JOHN MCCARTHY, VICE PRESIDENT, FORRESTER RESEARCH: Well, you know Corporate America, Lou. They always shy away from controversy. And, clearly, as you've pointed this, is a very controversial subject, so they're doing anything they can to minimize the amount of, you know, the spotlight shining on them.

DOBBS: Are you surprised in your new estimates, as you've brought forth the research, that you were going to see a 40 percent increase above your original investment?

MCCARTHY: Yes and no, yes in the sense that we've seen how the visibility has driven activity. We've seen the numbers that are consistently reported by a lot of the vendors who are taking the work offshore.

But until you actually do the numbers, you have an inkling they're going up. But until you actually do them, there is a level of surprise when you get to that final number.

DOBBS: I guess my surprise is not so great, John, because, frankly, our viewers are telling us stories that are remarkable, widespread and, frankly, tragic.

You suggested that publicity about this issue was actually driving jobs.

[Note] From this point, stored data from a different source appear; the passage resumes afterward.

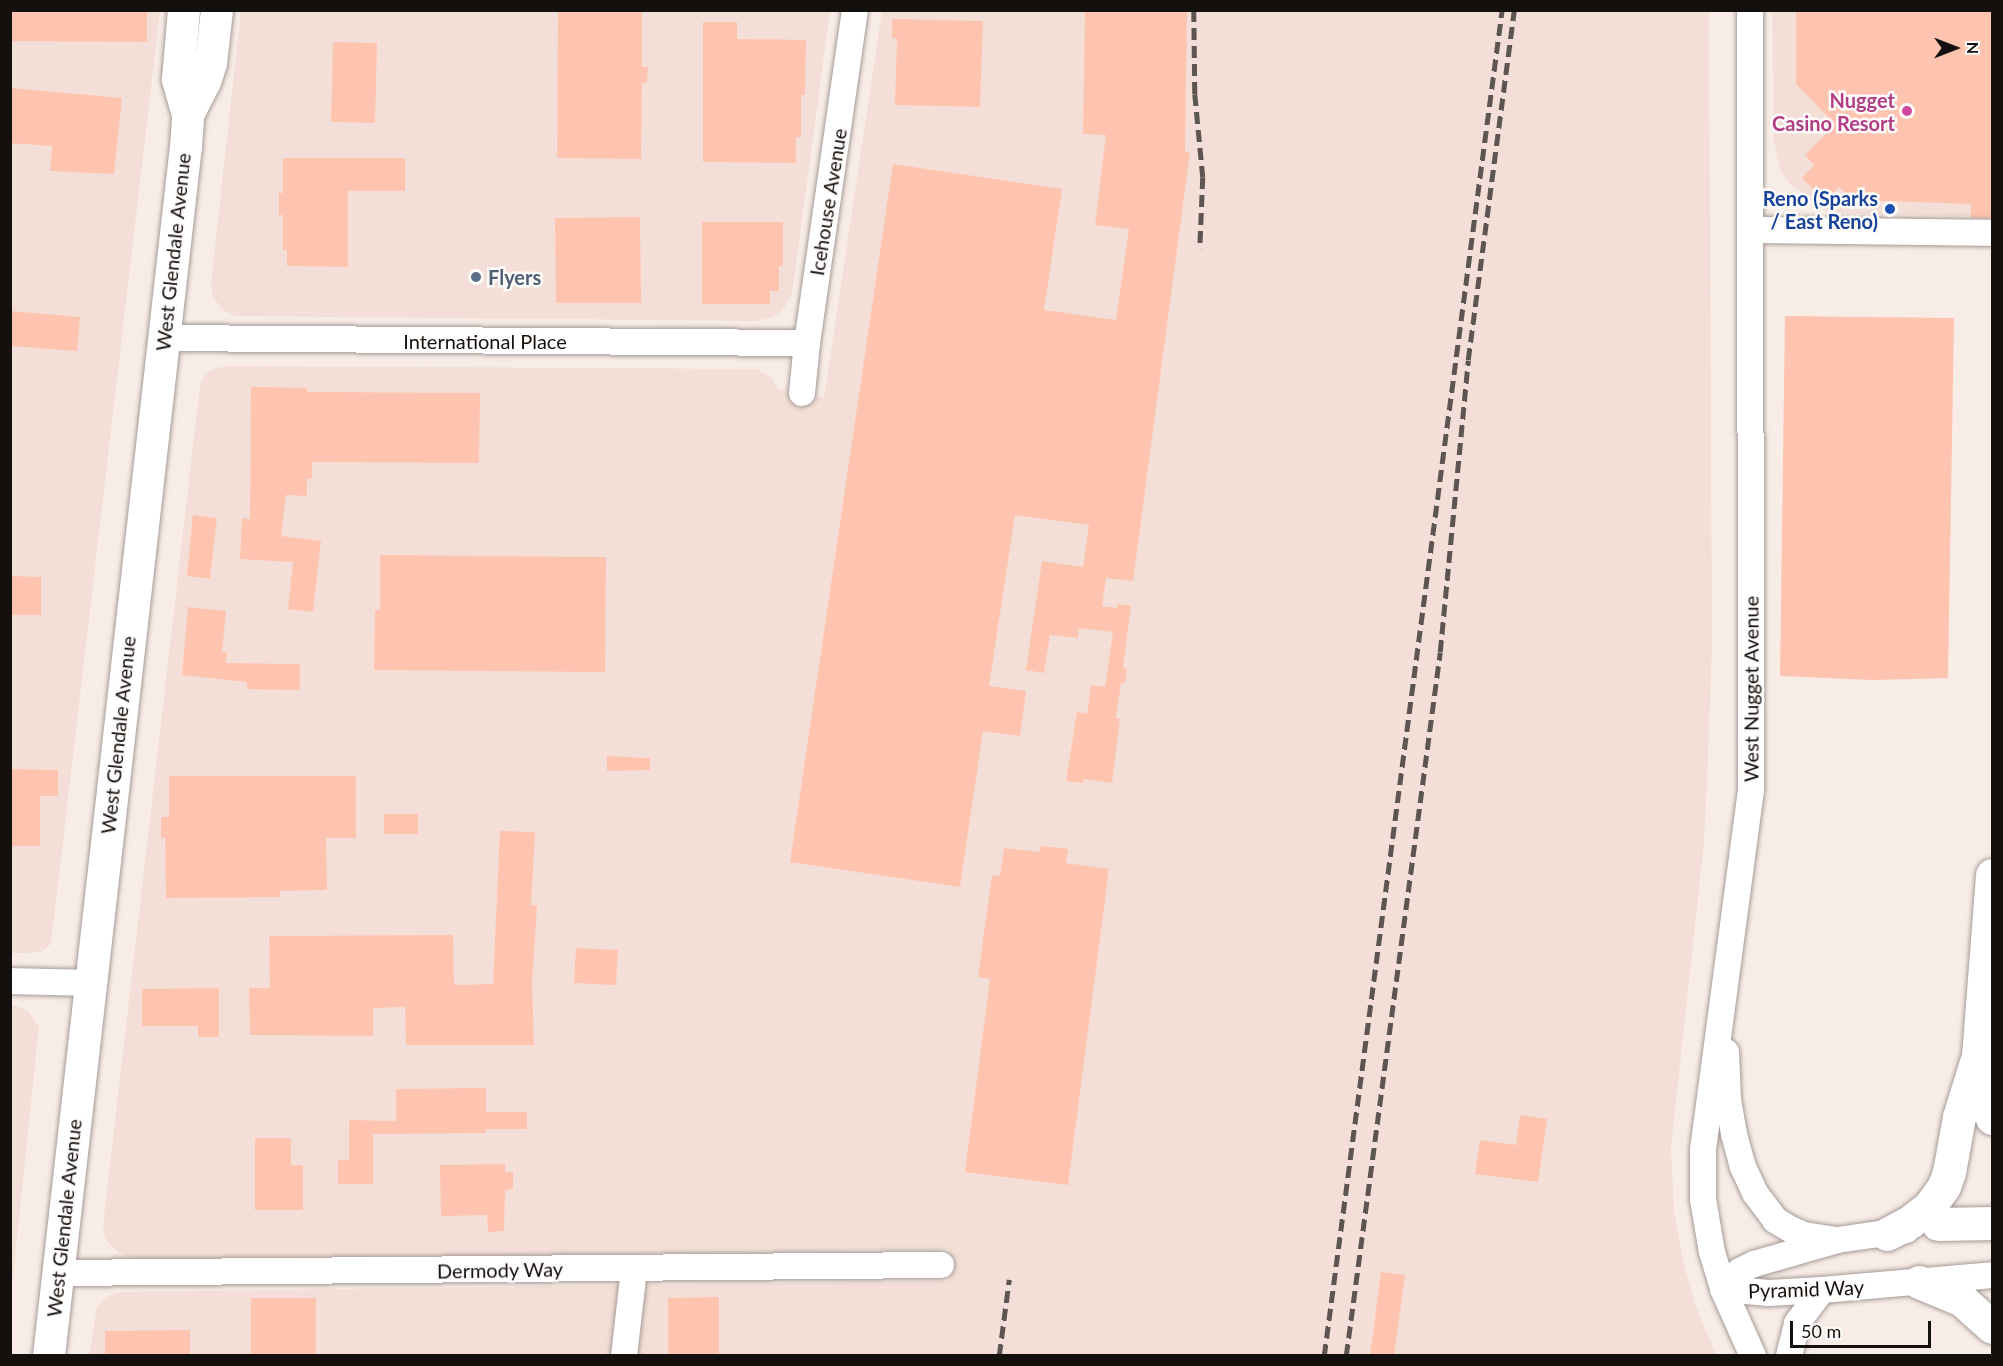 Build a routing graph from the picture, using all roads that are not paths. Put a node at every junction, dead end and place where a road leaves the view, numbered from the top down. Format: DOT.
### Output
graph roads {
  1 [pos="184,10"];
  2 [pos="217,10"];
  3 [pos="855,10"];
  4 [pos="1750,10"];
  5 [pos="188,115"];
  6 [pos="1752,230"];
  7 [pos="1992,232"];
  8 [pos="164,338"];
  9 [pos="807,344"];
  10 [pos="802,393"];
  11 [pos="1992,875"];
  12 [pos="10,981"];
  13 [pos="90,983"];
  14 [pos="1724,992"];
  15 [pos="1978,1055"];
  16 [pos="1992,1118"];
  17 [pos="1992,1221"];
  18 [pos="1938,1224"];
  19 [pos="1887,1234"];
  20 [pos="1837,1240"];
  21 [pos="941,1265"];
  22 [pos="634,1269"];
  23 [pos="58,1273"];
  24 [pos="1992,1275"];
  25 [pos="1919,1282"];
  26 [pos="1723,1289"];
  27 [pos="1822,1290"];
  28 [pos="1992,1327"];
  29 [pos="49,1356"];
  30 [pos="624,1356"];
  31 [pos="1752,1356"];
  32 [pos="1789,1356"];
  1 -- 5 [label="main road, West Glendale Avenue"];
  2 -- 5 [label="main road, West Glendale Avenue"];
  3 -- 9 [label="street, Icehouse Avenue"];
  4 -- 6 [label="street, West Nugget Avenue"];
  5 -- 8 [label="main road, West Glendale Avenue"];
  6 -- 7 [label="street"];
  6 -- 14 [label="street, West Nugget Avenue"];
  8 -- 9 [label="street, International Place"];
  8 -- 13 [label="main road, West Glendale Avenue"];
  9 -- 10 [label="street, Icehouse Avenue"];
  11 -- 15 [label="highway"];
  12 -- 13 [label="street"];
  13 -- 23 [label="main road, West Glendale Avenue"];
  14 -- 20 [label="street"];
  14 -- 26 [label="street, West Nugget Avenue"];
  15 -- 16 [label="highway"];
  15 -- 19 [label="highway"];
  17 -- 18 [label="highway"];
  18 -- 19 [label="street, Pyramid Way"];
  19 -- 20 [label="street, Pyramid Way"];
  20 -- 26 [label="street, Pyramid Way"];
  21 -- 22 [label="street, Dermody Way"];
  22 -- 23 [label="street, Dermody Way"];
  22 -- 30 [label="street"];
  23 -- 29 [label="main road, West Glendale Avenue"];
  24 -- 25 [label="street, Pyramid Way"];
  25 -- 27 [label="street, Pyramid Way"];
  25 -- 28 [label="highway"];
  26 -- 27 [label="street, Pyramid Way"];
  26 -- 31 [label="street, West Nugget Avenue"];
  27 -- 32 [label="street"];
}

Explain that.

MCCARTHY: Yes.

I think what's happened is that, up until the original "BusinessWeek" article of January '03, a lot of people kind of weren't paying that much attention to what was going to in offshore from a services point of view. Most of the focus was on the traditional manufacturing jobs that were going offshore. Now that continued momentum, all of those articles, whether it be in the major nationwide press or the local press or even the industry-specific magazines, all talk about the different things that people are doing and the amount that they're saving.

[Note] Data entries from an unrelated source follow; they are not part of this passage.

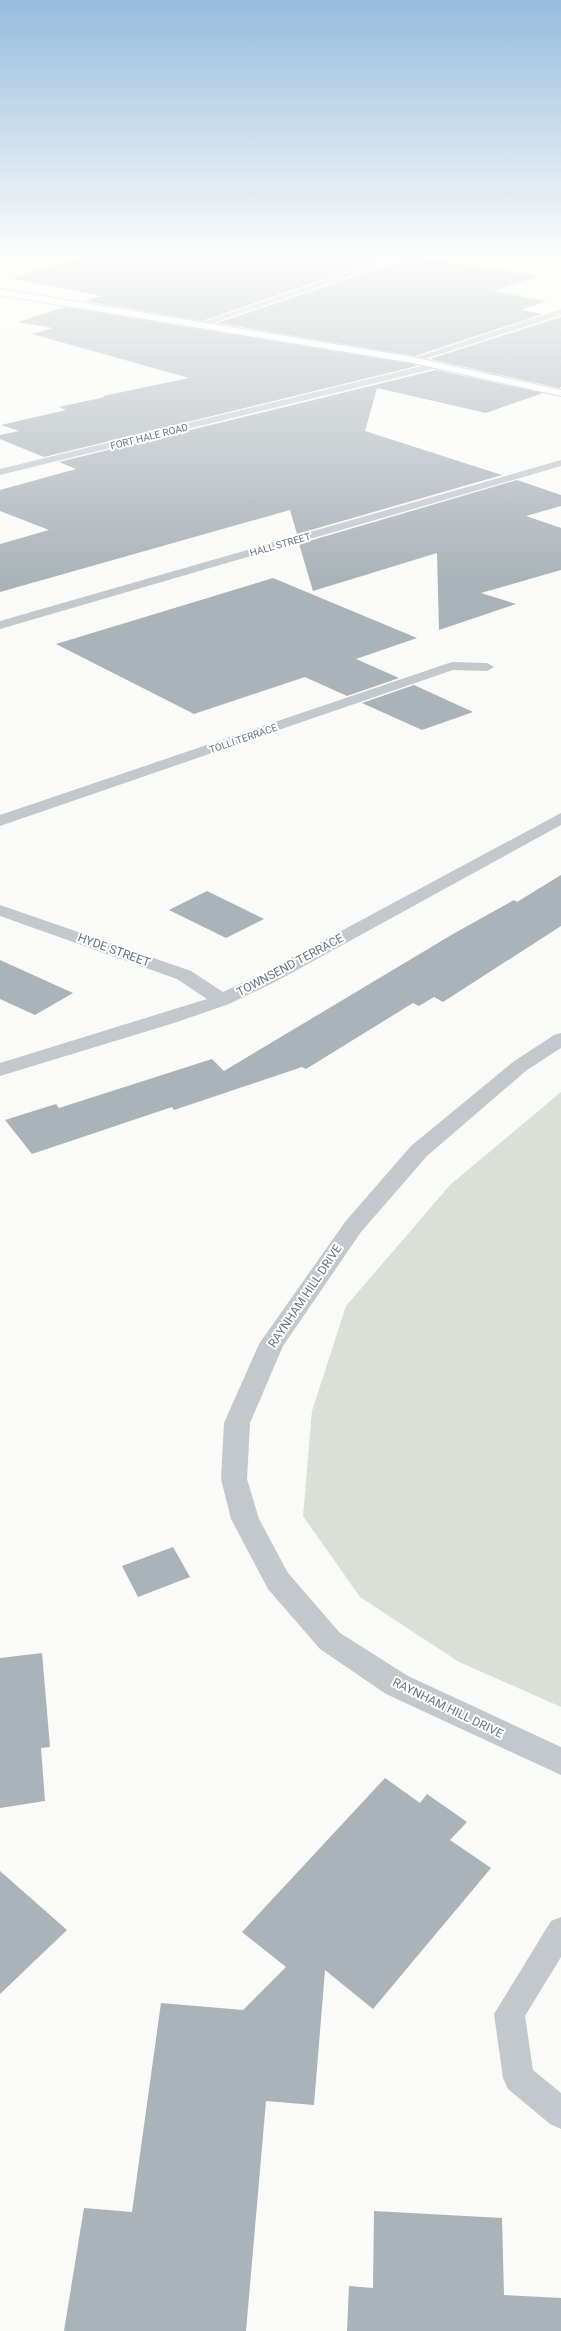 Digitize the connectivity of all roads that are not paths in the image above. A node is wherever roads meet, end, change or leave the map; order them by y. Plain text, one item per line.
1 (426, 363) edge
2 (438, 365) junction
3 (561, 393) edge
4 (561, 463) edge
5 (0, 472) edge
6 (0, 625) edge
7 (487, 667) dead end
8 (561, 818) edge
9 (0, 821) edge
10 (0, 910) edge
11 (222, 1000) junction
12 (561, 1039) edge
13 (0, 1070) edge
14 (561, 1762) edge
15 (561, 1931) edge
16 (561, 2113) edge

1 - 2 main road
2 - 3 main road
2 - 5 street, FORT HALE ROAD
4 - 6 street, HALL STREET
7 - 9 street, TOLLI TERRACE
8 - 11 street, TOWNSEND TERRACE
10 - 11 street, HYDE STREET
11 - 13 street, TOWNSEND TERRACE
12 - 14 street, RAYNHAM HILL DRIVE
15 - 16 lane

And that has left a lot of organizations saying, asking questions like, why aren't we doing that or what's the potential savings for us or what should our strategy be? And that's forced in a time of, you know, where economic slowdown and price transparency brought on by the Internet, that's focused a lot of companies to kind of take a good, hard look at it and in some cases start moving jobs to other locations.

DOBBS: What about the role of the enablers, the facilitators, Accenture, McKinsey, Booz Allen, etcetera?

MCCARTHY: You have got a mix of different companies there.

In the case of Accenture, EDS, IBM, they're reacting to pressure from their customers and the competitive pressure that's being exerted as particularly the Indian vendors grow at three and four times the rate that U.S. vendors are growing at. So part of it is competitive in response to what's going on and part of it is demands from customers.

(CROSSTALK)

DOBBS: Well, surely, Forrester isn't suggesting that the Indian I.T. industry is about to overwhelm the technologists who were innovating, surely not.

MCCARTHY: Yes and no. If you look at some of the biggest verticals that spend on services from those U.S. companies are financial services. Those a lot of the leading edge companies in taking work offshore. While there may be whole industries where that's not a competitive threat, some of the leading edge industries, that are big part of the revenue for those companies do in fact -- are seeing a competitive challenge.

DOBBS: So what you're really saying here is outsourcing in fact is empowering competition and in fact, empowering very significant competition.

MCCARTHY: Certainly in those verticals where you see a high presence of the Indian vendors and it does vary dramatically buy vertical depending on how much the industry as a whole spends on technology and how reliant it is on technology to drive the business.

DOBBS: How do you square up your numbers with those suggesting that the Indian outsourcing industry will be a $50 billion industry over the next year?

MCCARTHY: That would be extremely high. The most aggressive numbers that I've seen for all of the Indian offshoring industry are in the neighborhoods of 15 percent -- of 15 billion, so that would be a tripling and I just don't think they'll hire that many people to grow at that rate.

DOBBS: John McCarthy, we thank you very much for being with us here. John McCarthy, Forrester Research.

This week we're featuring some of the many American companies that are proud to make their products in this country. Supracor of San Jose is one such company. The firm's founder says he's determined to keep his workers' jobs here.

Kitty Pilgrim reports.

(BEGIN VIDEOTAPE)

KITTY PILGRIM, CNN CORRESPONDENT (voice-over): In the heart of Silicon Valley, Curtis Landis is thriving with a business idea he came up with two decades ago. His company, Supracor makes a unique plastic honey comb material that it fashions into products as diverse as seat cushions for wheelchairs and shoes for race horses. The products are sold around the world, but they're all made entirely in the USA.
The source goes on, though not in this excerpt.